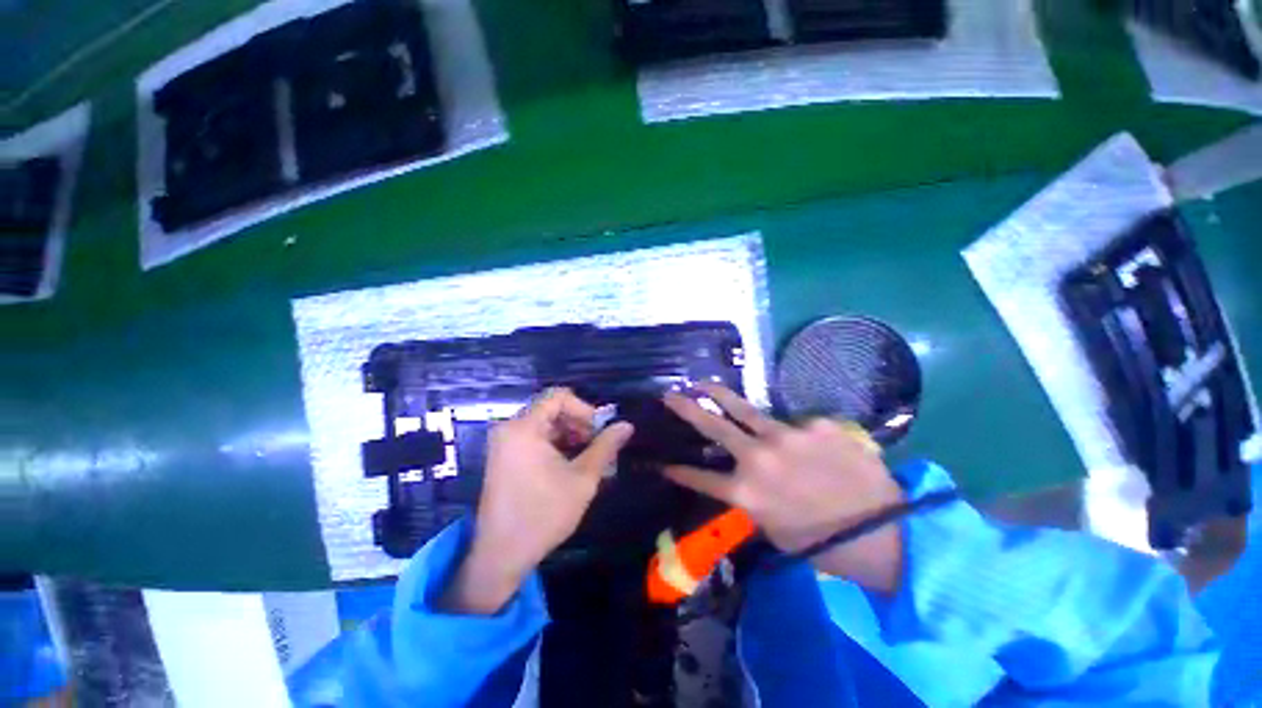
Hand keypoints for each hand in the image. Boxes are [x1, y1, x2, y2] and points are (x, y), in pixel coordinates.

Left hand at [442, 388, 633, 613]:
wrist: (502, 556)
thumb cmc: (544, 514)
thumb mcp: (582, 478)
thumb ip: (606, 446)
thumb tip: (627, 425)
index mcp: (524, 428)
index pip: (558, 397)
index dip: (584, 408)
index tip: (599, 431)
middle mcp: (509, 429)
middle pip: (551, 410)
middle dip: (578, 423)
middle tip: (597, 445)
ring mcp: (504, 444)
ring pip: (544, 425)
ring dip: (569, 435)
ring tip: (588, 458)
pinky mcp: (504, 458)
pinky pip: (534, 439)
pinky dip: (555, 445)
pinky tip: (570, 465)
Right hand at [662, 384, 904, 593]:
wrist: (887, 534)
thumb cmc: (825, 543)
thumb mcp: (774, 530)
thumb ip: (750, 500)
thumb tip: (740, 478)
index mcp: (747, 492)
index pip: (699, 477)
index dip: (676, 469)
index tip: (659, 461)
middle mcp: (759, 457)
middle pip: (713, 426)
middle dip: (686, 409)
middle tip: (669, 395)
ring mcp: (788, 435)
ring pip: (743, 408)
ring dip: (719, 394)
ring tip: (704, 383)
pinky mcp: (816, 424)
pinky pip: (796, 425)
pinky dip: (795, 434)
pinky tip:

* WORK INSTRUCTION
Every line that holds the word "hand" should be copied from the records.

* ANSWER FOR THIS EXERCISE
Hand keypoints for each hand in the image. Boxes are [x1, y1, x2, y2] and points are (x, y), in pixel coordinates.
Left hand at [442, 388, 633, 613]:
Right hand at [662, 384, 904, 593]:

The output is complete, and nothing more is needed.